_What to do_
Each record below gets repeated exactly, and pictures stay out of the copy.

═════ Records for processing

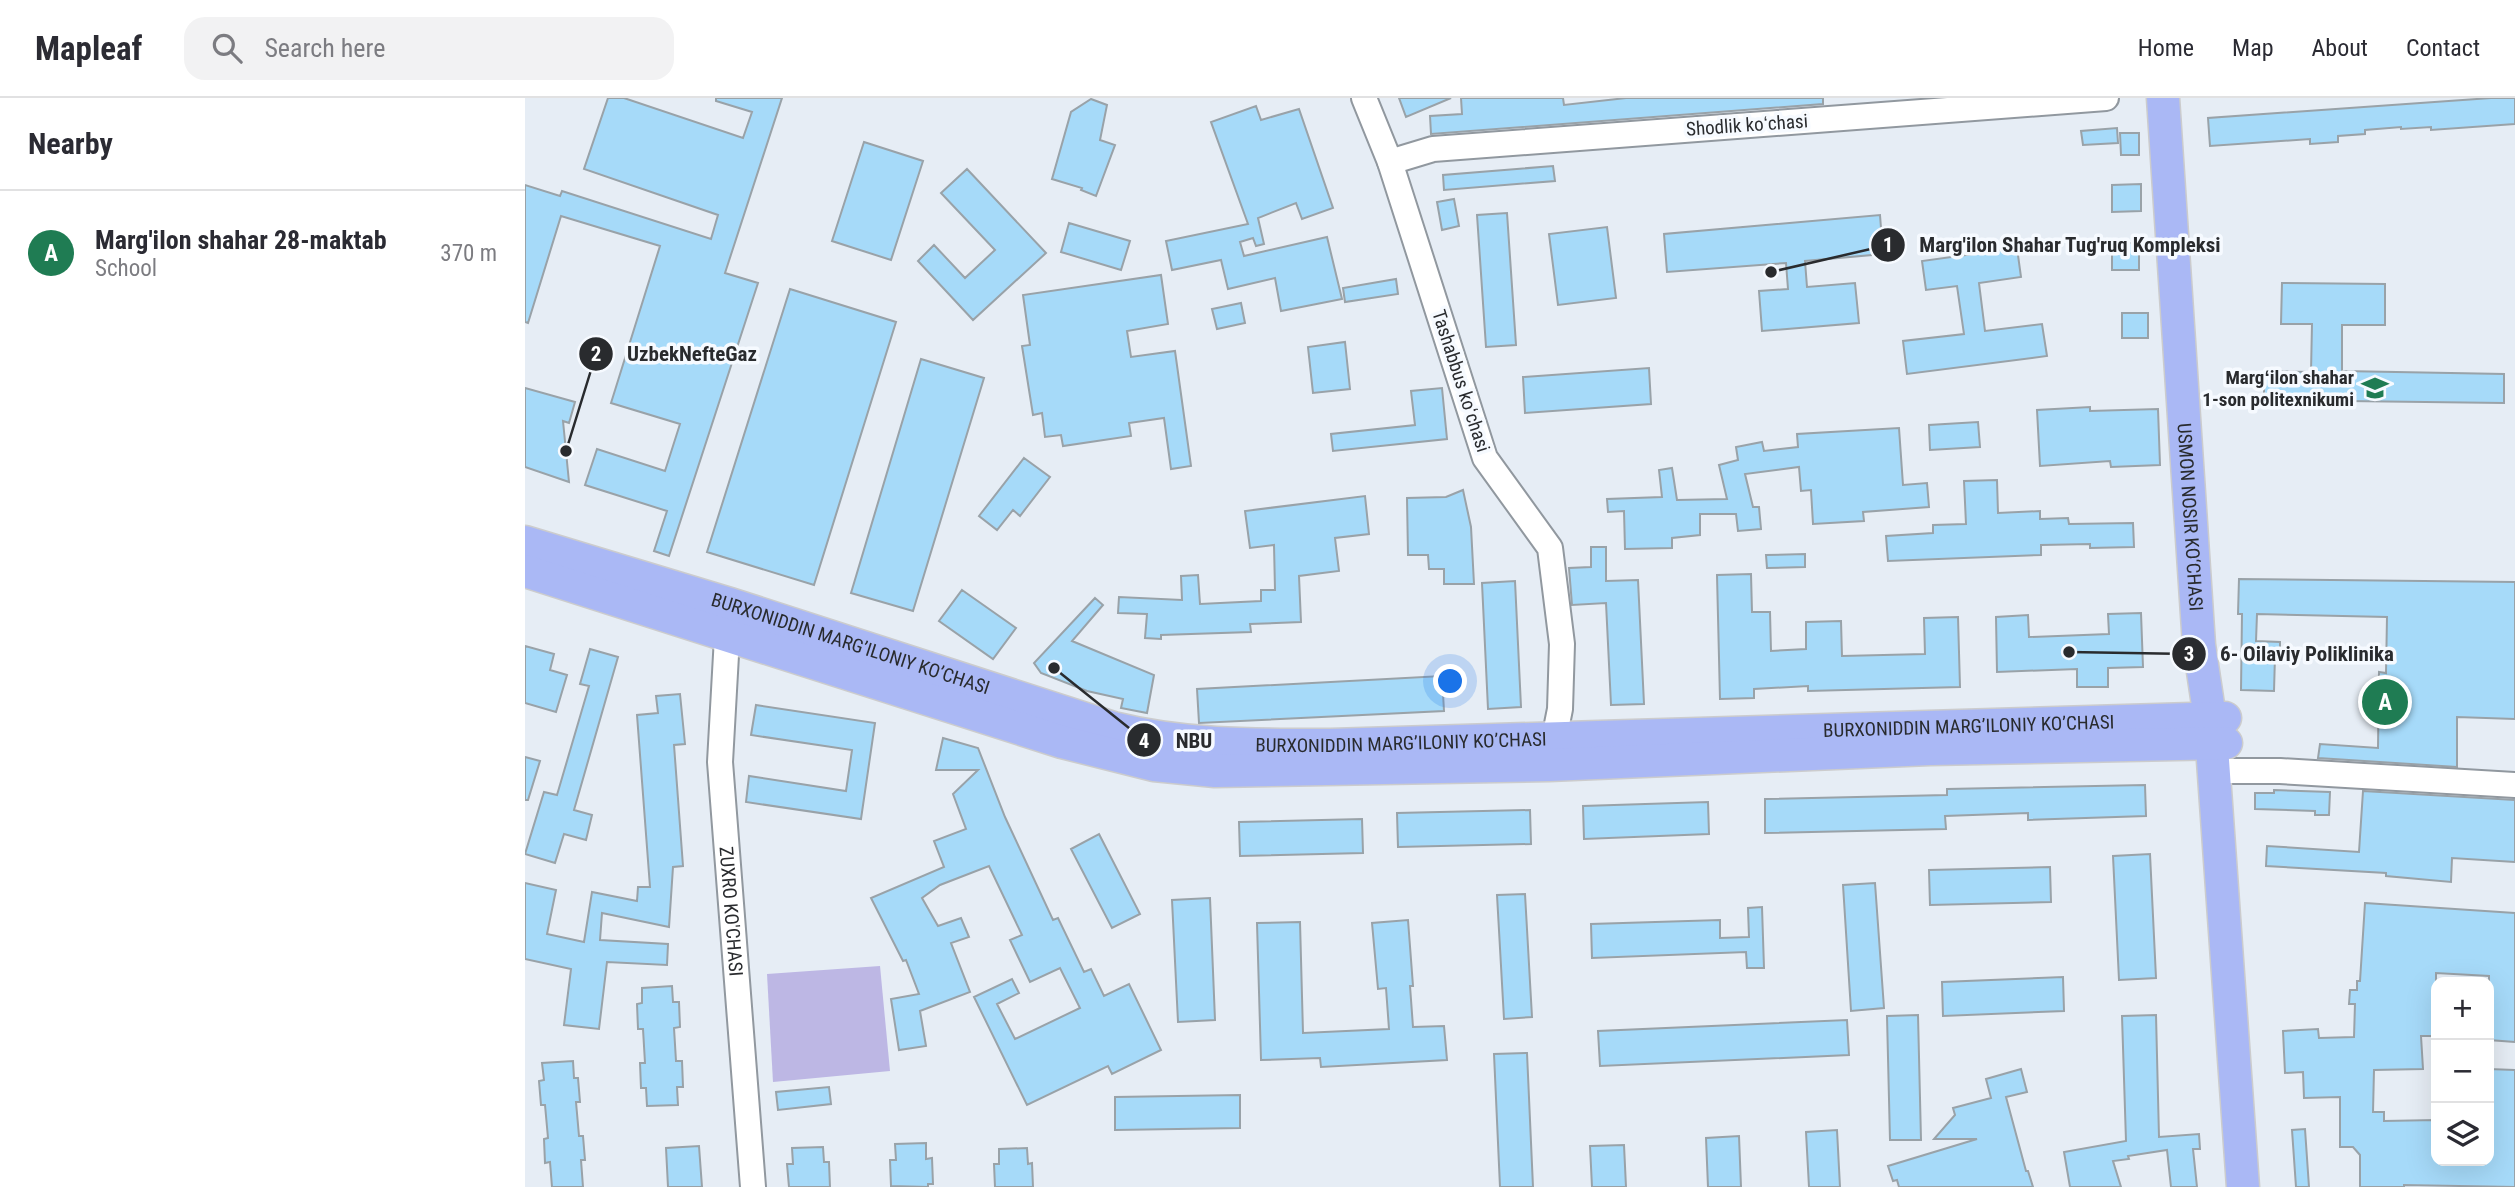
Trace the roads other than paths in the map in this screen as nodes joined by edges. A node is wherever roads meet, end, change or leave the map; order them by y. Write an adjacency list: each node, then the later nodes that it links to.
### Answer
1 (1364, 98): 4 (street, Tashabbus koʻchasi)
2 (2106, 98): 4 (street, Shodlik koʻchasi)
3 (2163, 98): 8 (main road, USMON NOSIR KO‘CHASI)
4 (1389, 162): 9 (street, Tashabbus koʻchasi)
5 (525, 542): 9 (main road, BURXONIDDIN MARG’ILONIY KO’CHASI)
6 (525, 571): 7 (main road, BURXONIDDIN MARG’ILONIY KO’CHASI)
7 (727, 637): 9 (main road, BURXONIDDIN MARG’ILONIY KO’CHASI); 11 (street, ZUXRO KO'CHASI)
8 (2219, 744): 9 (main road, BURXONIDDIN MARG’ILONIY KO’CHASI); 10 (street); 12 (main road, USMON NOSIR KO‘CHASI); 13 (main road, USMON NOSIR KO‘CHASI)
9 (1552, 752)
10 (2515, 785)
11 (753, 1187)
12 (2243, 1187)
13 (2265, 1187)

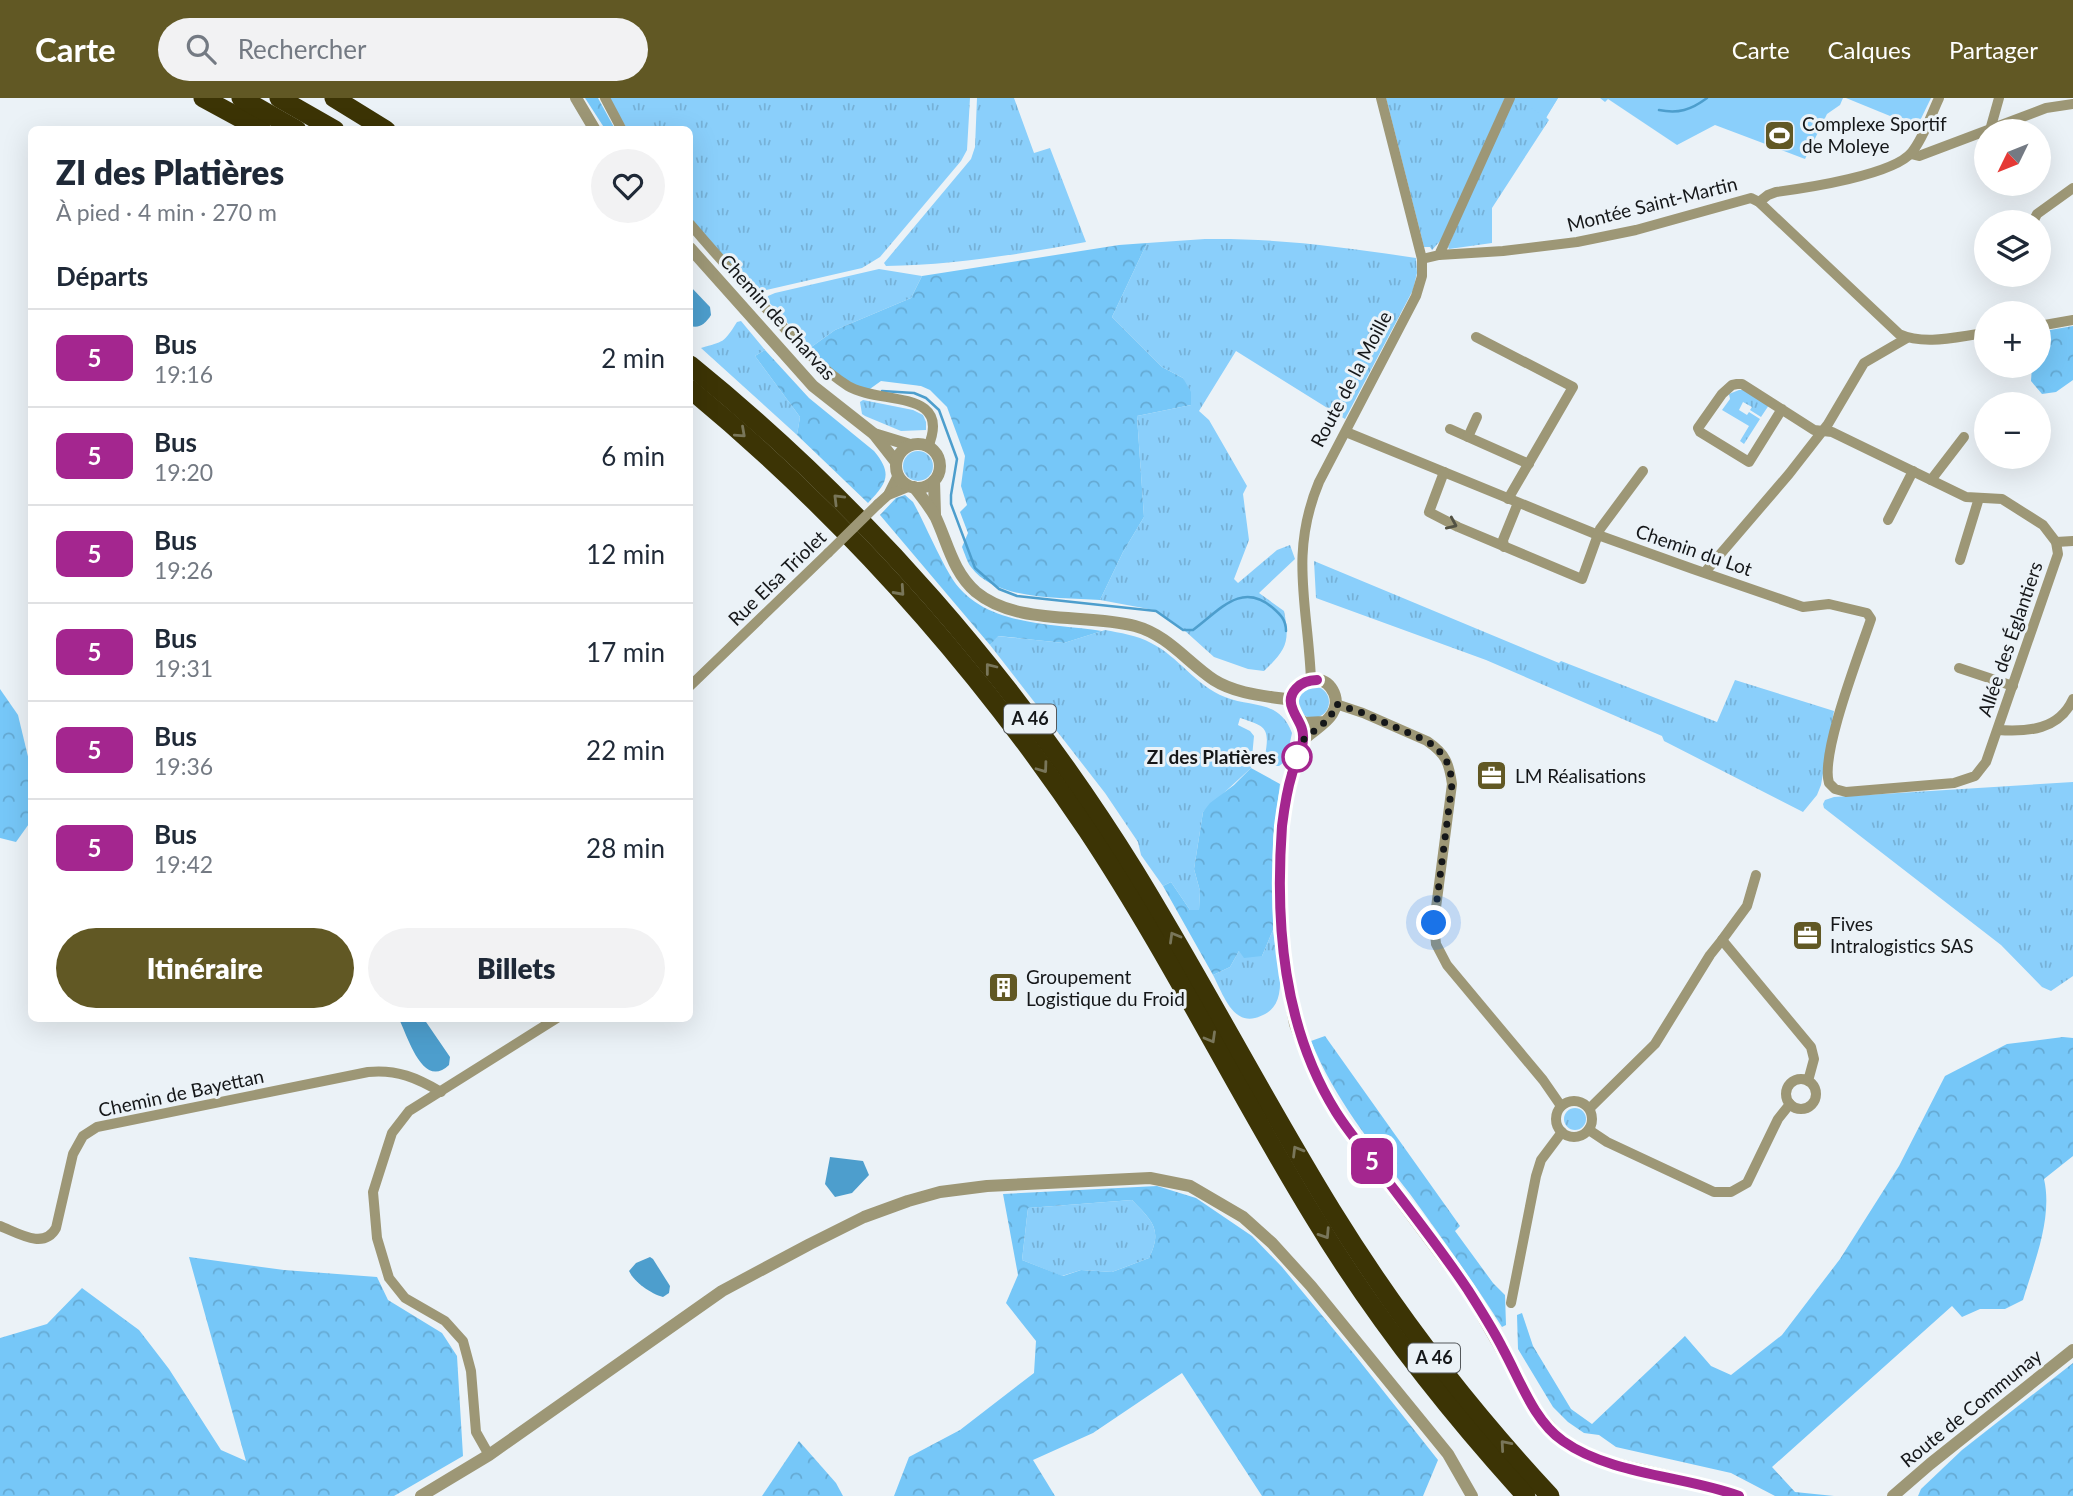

══════════

_Finished exercise_
Trace the roads other than paths in the map in this screen as nodes joined by edges. A node is wherever roads meet, end, change or leave the map; order them by y. Write an adjacency list: each node, then the later nodes that it links to.
### Answer
1 (1364, 98): 4 (street, Tashabbus koʻchasi)
2 (2106, 98): 4 (street, Shodlik koʻchasi)
3 (2163, 98): 8 (main road, USMON NOSIR KO‘CHASI)
4 (1389, 162): 9 (street, Tashabbus koʻchasi)
5 (525, 542): 9 (main road, BURXONIDDIN MARG’ILONIY KO’CHASI)
6 (525, 571): 7 (main road, BURXONIDDIN MARG’ILONIY KO’CHASI)
7 (727, 637): 9 (main road, BURXONIDDIN MARG’ILONIY KO’CHASI); 11 (street, ZUXRO KO'CHASI)
8 (2219, 744): 9 (main road, BURXONIDDIN MARG’ILONIY KO’CHASI); 10 (street); 12 (main road, USMON NOSIR KO‘CHASI); 13 (main road, USMON NOSIR KO‘CHASI)
9 (1552, 752)
10 (2515, 785)
11 (753, 1187)
12 (2243, 1187)
13 (2265, 1187)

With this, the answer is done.